### What is needed
Which lines in the records below hold the word "Jeruk"? Copy each of them.
^^^^
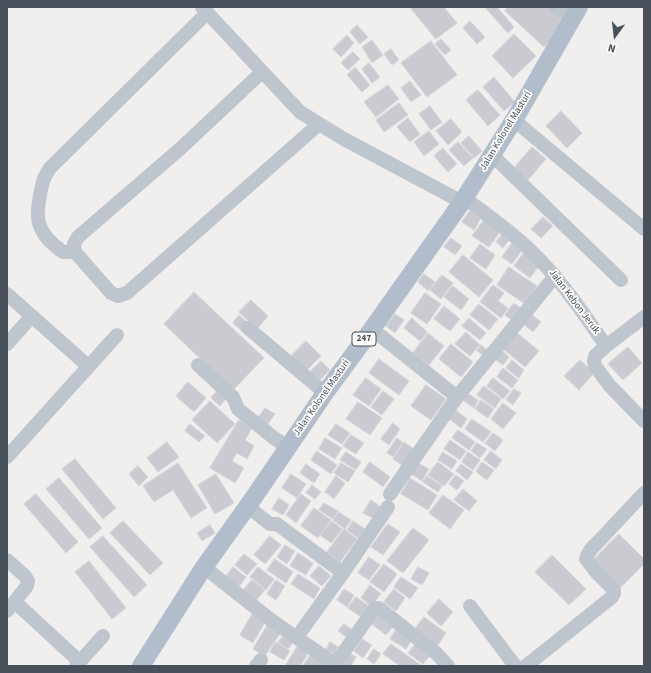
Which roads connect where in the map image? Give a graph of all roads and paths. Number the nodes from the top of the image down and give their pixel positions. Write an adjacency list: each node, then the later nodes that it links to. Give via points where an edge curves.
1 (555, 7): 3 (street)
2 (204, 10): 4 (street, Jalan Kebon Jeruk); 10 (street, via 50,168 43,182 38,223 55,246 63,252)
3 (576, 13): 5 (main road, Jalan Kolonel Masturi / 247)
4 (262, 72): 6 (street, Jalan Kebon Jeruk, via 300,112); 10 (street, via 181,148 78,237 74,244)
5 (514, 120): 7 (main road, Jalan Kolonel Masturi / 247); 9 (street)
6 (319, 124): 8 (street, Jalan Kebon Jeruk, via 378,158); 10 (street, via 127,293 118,296 111,293)
7 (492, 155): 8 (main road, Jalan Kolonel Masturi / 247); 12 (street)
8 (464, 200): 11 (street, Jalan Kebon Jeruk, via 515,236); 17 (main road, Jalan Kolonel Masturi / 247)
9 (644, 229)
10 (75, 252)
11 (555, 276): 20 (street, Jalan Kebon Jeruk); 24 (street)
12 (621, 280)
13 (7, 294): 14 (street)
14 (32, 316): 19 (street); 22 (street)
15 (644, 317): 20 (street)
16 (248, 328): 23 (street)
17 (372, 329): 23 (main road, Jalan Kolonel Masturi / 247); 24 (street)
18 (117, 335): 22 (street)
19 (7, 344)
20 (606, 346): 25 (street, via 595,356 595,366 610,386)
21 (198, 365): 26 (street, via 233,397 238,409)
22 (88, 366): 27 (street)
23 (325, 393): 26 (main road, Jalan Kolonel Masturi / 247)
24 (457, 397): 32 (street)
25 (644, 421)
26 (288, 447): 29 (main road, Jalan Kolonel Masturi / 247)
27 (7, 457)
28 (644, 493): 41 (street, via 592,547 586,559 614,590 612,597)
29 (249, 503): 31 (main road, Jalan Kolonel Masturi / 247); 32 (street, via 275,518 277,524)
30 (7, 560): 34 (street, via 28,581)
31 (204, 567): 38 (main road, Jalan Kolonel Masturi / 247); 39 (street)
32 (343, 573): 35 (street)
33 (470, 606): 41 (street, via 513,663)
34 (11, 607): 37 (street)
35 (302, 630)
36 (103, 636): 37 (street)
37 (78, 664)
38 (146, 664)
39 (335, 665): 40 (street, via 376,608 379,608 437,654)
40 (448, 666)
41 (525, 666)

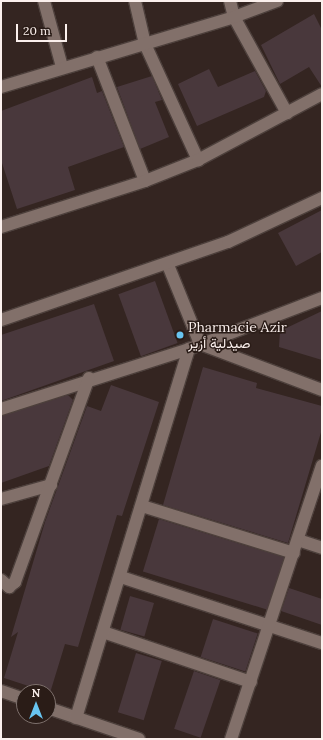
^^^^
### Written answer
2 (204, 10): 4 (street, Jalan Kebon Jeruk); 10 (street, via 50,168 43,182 38,223 55,246 63,252)
4 (262, 72): 6 (street, Jalan Kebon Jeruk, via 300,112); 10 (street, via 181,148 78,237 74,244)
6 (319, 124): 8 (street, Jalan Kebon Jeruk, via 378,158); 10 (street, via 127,293 118,296 111,293)
8 (464, 200): 11 (street, Jalan Kebon Jeruk, via 515,236); 17 (main road, Jalan Kolonel Masturi / 247)
11 (555, 276): 20 (street, Jalan Kebon Jeruk); 24 (street)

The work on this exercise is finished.